[llvm] d8800ea - [RISCV] Scalarize binop followed by extractelement.
via llvm-commits
llvm-commits at lists.llvm.org
Mon Jul 25 02:23:49 PDT 2022
Author: jacquesguan
Date: 2022-07-25T17:23:31+08:00
New Revision: d8800ead629d403a298d32e3b1a7ac4f7aac554a
URL: https://github.com/llvm/llvm-project/commit/d8800ead629d403a298d32e3b1a7ac4f7aac554a
DIFF: https://github.com/llvm/llvm-project/commit/d8800ead629d403a298d32e3b1a7ac4f7aac554a.diff
LOG: [RISCV] Scalarize binop followed by extractelement.

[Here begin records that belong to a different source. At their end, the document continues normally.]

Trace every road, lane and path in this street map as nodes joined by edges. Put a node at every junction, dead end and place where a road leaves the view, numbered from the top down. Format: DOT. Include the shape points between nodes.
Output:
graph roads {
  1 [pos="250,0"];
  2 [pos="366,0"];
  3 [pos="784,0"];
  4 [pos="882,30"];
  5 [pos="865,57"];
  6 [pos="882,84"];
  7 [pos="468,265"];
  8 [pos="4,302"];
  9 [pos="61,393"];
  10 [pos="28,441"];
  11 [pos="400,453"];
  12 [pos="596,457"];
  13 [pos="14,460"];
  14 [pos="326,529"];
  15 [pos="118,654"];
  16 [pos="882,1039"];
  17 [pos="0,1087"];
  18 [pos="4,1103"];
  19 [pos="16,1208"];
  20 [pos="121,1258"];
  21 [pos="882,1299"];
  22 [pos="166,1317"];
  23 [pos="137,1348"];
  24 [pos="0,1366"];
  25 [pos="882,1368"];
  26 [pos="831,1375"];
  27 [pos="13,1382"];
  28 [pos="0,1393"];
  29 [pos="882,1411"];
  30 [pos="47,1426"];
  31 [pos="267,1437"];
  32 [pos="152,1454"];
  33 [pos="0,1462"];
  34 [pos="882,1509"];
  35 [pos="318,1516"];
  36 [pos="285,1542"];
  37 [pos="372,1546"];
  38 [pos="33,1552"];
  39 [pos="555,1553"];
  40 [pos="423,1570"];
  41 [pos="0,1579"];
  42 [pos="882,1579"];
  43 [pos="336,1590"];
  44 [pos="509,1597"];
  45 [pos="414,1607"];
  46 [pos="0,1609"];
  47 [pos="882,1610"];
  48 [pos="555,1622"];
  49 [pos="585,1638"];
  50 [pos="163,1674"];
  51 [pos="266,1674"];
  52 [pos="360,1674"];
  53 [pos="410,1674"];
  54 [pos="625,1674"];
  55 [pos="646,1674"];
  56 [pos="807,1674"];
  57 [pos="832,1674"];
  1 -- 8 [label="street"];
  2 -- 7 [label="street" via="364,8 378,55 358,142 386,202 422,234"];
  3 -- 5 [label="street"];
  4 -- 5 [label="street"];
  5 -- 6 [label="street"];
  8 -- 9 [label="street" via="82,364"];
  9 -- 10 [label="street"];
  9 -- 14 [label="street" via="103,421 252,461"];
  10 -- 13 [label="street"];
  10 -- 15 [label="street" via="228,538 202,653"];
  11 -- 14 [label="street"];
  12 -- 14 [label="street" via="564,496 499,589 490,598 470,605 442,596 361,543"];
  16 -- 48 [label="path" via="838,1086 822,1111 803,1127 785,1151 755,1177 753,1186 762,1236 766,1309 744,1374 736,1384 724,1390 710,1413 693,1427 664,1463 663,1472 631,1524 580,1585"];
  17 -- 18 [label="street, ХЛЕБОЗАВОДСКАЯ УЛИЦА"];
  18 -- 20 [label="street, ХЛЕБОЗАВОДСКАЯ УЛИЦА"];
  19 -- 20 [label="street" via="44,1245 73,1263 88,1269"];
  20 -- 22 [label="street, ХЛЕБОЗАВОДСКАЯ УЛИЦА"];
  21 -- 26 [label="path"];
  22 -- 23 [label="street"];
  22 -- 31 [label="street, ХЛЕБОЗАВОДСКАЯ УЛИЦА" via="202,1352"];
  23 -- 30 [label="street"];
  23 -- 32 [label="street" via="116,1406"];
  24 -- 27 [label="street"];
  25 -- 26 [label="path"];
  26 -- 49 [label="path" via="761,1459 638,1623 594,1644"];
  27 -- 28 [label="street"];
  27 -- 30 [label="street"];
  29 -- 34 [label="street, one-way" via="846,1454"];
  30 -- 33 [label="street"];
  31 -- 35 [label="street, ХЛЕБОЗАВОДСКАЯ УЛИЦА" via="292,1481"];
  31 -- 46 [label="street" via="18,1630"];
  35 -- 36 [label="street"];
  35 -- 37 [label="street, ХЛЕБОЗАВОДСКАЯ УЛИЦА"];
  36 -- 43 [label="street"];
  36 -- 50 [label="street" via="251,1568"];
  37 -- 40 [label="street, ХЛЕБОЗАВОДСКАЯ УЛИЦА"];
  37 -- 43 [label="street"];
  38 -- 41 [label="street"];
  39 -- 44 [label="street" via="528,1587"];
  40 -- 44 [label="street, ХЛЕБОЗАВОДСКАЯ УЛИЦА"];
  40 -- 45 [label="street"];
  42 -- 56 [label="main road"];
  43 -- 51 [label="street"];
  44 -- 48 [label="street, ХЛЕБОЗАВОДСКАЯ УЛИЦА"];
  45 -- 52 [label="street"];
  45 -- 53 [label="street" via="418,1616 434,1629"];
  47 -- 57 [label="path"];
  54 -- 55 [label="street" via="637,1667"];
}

This patch adds shouldScalarizeBinop to RISCV target in order to convert an extract element of a vector binary operation into an extract element followed by a scalar binary operation.
Differential Revision: https://reviews.llvm.org/D129545
Added:
Modified:
llvm/lib/Target/RISCV/RISCVISelLowering.cpp
llvm/lib/Target/RISCV/RISCVISelLowering.h
llvm/test/CodeGen/RISCV/rvv/fixed-vectors-extract.ll
Removed:
################################################################################
diff --git a/llvm/lib/Target/RISCV/RISCVISelLowering.cpp b/llvm/lib/Target/RISCV/RISCVISelLowering.cpp
index 1702546b58a6..146605782e9a 100644
--- a/llvm/lib/Target/RISCV/RISCVISelLowering.cpp
+++ b/llvm/lib/Target/RISCV/RISCVISelLowering.cpp
@@ -1313,6 +1313,25 @@ bool RISCVTargetLowering::shouldSinkOperands(
return true;
}
+bool RISCVTargetLowering::shouldScalarizeBinop(SDValue VecOp) const {
+ unsigned Opc = VecOp.getOpcode();
+
+ // Assume target opcodes can't be scalarized.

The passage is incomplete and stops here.